50. Avoid ingredients that lie to your body.


A lot can be inferred from these three tiny rules about our relationship to sweet things.  Artificial sweetners are out; nothing more accurately defines an ingredient that "lies to your body," than the chemical cocktail in a diet soda.  But it's also worthwhile to point out that, if you've been playing along, diet soda was nixed a long time ago for a lot of different reasons.  But Pollan goes through the trouble of condemning diet sodas and fat-free alternatives and the like, not simply because they're full of chemicals, but specifically because those chemicals lie to your body

Why?  It's simple.  That artificial sweetner in your tea, say, may have zero calories for your body to process, but your body is still processing it.  You put it in your body, now your body has to do something with it.  You don't have to be a biologist or a chemist to understand that - that's just logic.  But how is your body processing it?  I think it's safe to say we don't really know.  It may not be doing the same thing real sugar is doing, but it is doing something.  Multiple studies have proven a link between the consumption of diet sweeteners and obesity.  It's not a get-out-of-jail-free card.

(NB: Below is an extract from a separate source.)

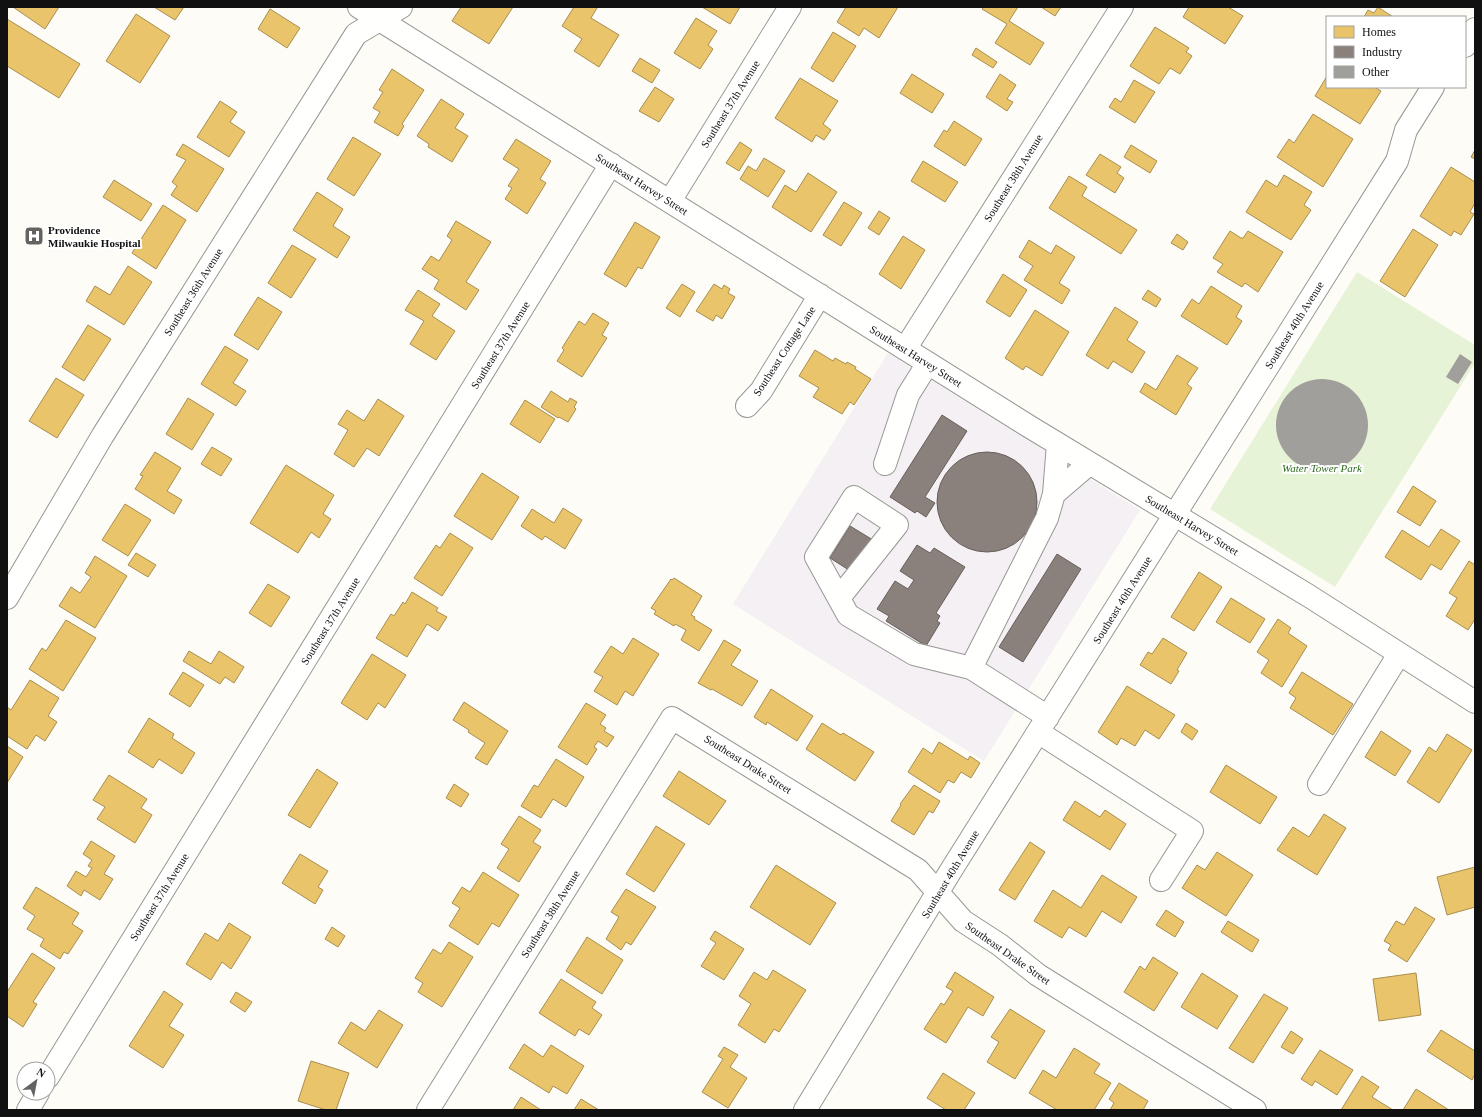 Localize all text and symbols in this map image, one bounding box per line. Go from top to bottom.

But artifical sweeteners aren't the only thing on Pollan's bad list.   It turns out nature is actually pretty smart about understanding how much of a sugar rush our bodies can handle all at once.  That even goes for things like juice - as Pollan points out, fruit juice, once freed of all the pulpy, fibery goodness that surrounds it, is sugar that gets immediately absorbed by your system.  It's natural but it's not "as it's found in nature." 

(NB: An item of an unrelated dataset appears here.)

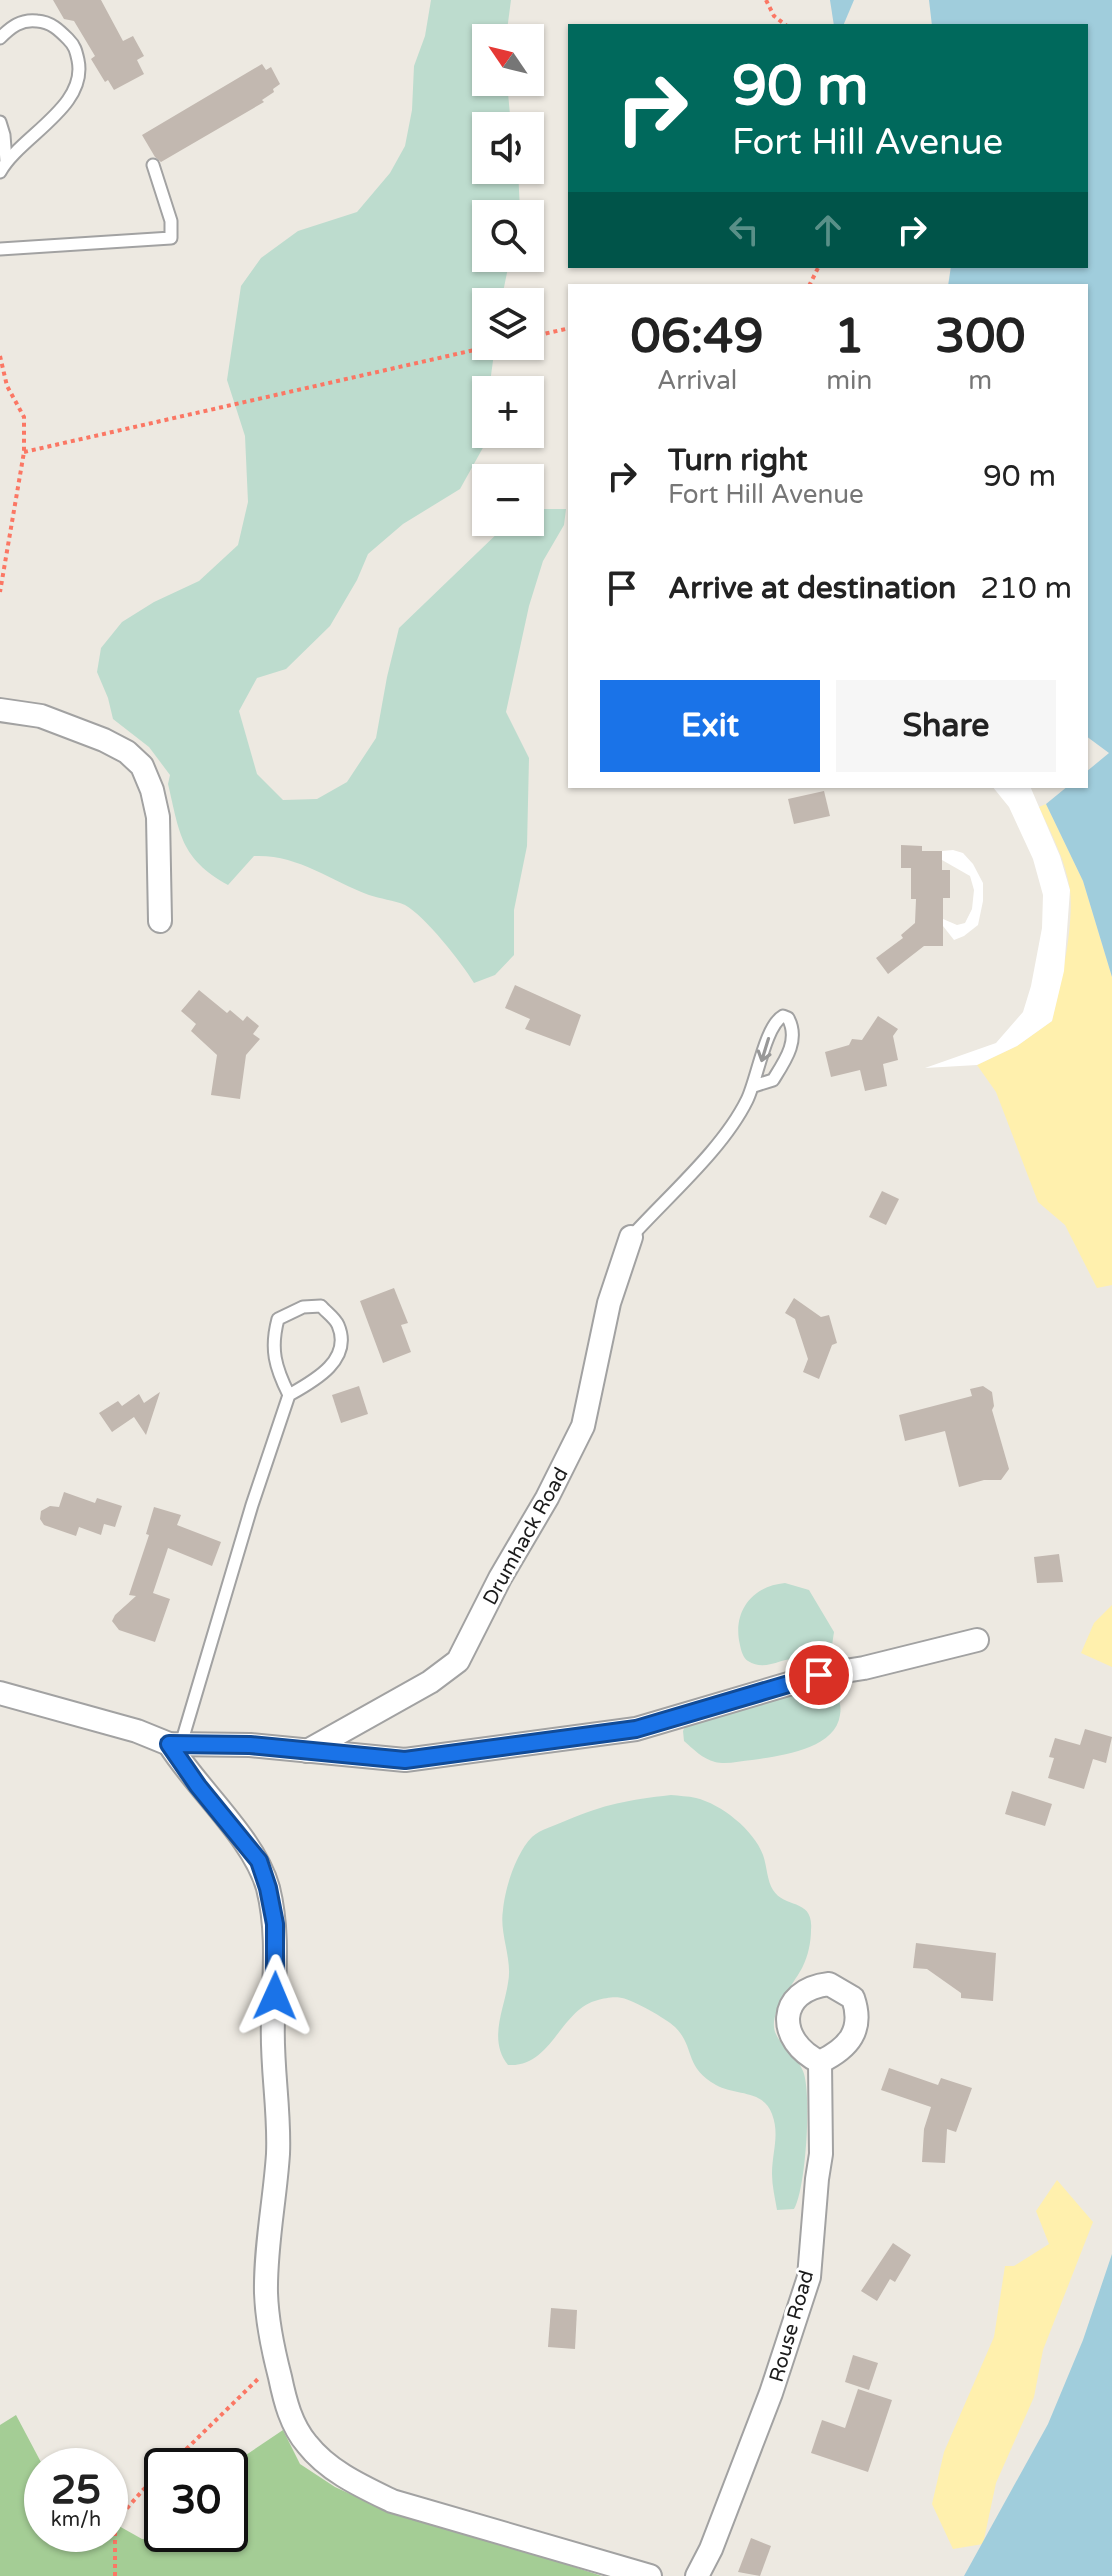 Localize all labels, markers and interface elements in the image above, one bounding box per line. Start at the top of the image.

And if juice is out, then regular old granulated sugar is definitely out.  Sugar is definitely processed.  It's highly processed.  So, what's left?  Honey, I guess?  Raw honey, to be specific? Maybe maple syrup?  I'm not totally sure how maple syrup comes out of the tree.  And I'm not totally sure if even those count.  I thinking the point that Pollan is trying to make is that nature makes sweet things sweet (like apples) and makes not-sweet things not sweet (like broccoli).   If God didn't sweeten it for you, don't freaking sweeten it!  That's right, no brown sugar in your broccoli stir-fry! 

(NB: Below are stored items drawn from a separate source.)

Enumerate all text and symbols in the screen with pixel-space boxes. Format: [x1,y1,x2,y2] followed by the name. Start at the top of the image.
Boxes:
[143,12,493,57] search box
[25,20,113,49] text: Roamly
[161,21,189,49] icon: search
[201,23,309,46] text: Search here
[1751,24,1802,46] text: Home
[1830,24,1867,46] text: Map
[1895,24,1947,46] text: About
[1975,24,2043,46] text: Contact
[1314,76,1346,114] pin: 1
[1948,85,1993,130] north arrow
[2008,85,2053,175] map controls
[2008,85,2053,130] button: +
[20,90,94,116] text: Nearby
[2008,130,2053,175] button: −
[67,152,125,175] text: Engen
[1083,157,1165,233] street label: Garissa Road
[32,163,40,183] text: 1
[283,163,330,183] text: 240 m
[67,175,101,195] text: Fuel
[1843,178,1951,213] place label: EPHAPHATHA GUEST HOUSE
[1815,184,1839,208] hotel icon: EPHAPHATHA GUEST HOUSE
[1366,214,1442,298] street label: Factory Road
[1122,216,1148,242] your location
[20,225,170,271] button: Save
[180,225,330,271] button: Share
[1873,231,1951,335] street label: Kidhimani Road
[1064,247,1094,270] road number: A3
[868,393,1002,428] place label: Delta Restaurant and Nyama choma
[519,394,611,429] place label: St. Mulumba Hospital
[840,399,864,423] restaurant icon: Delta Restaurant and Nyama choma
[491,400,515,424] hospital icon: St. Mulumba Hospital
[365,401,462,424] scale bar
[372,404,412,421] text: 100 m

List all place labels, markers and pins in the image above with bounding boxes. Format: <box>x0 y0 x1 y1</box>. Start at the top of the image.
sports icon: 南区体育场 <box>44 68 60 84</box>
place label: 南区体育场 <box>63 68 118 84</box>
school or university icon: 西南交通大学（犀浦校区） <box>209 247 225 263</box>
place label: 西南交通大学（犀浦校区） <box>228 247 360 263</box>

I find this rule to be totally unfair, and flies in the face of thousands of years of culinary tradition.  So I get around this a little loophole: I'll use regular sugar in anything I cook myself.  I mean, Pollan said I could eat all the junk food I want, as long as I cook it myself.  Is he gonna take that back now?  Is it, "all the junk food I want as long as it's made with raw honey" now?  No.  I refuse.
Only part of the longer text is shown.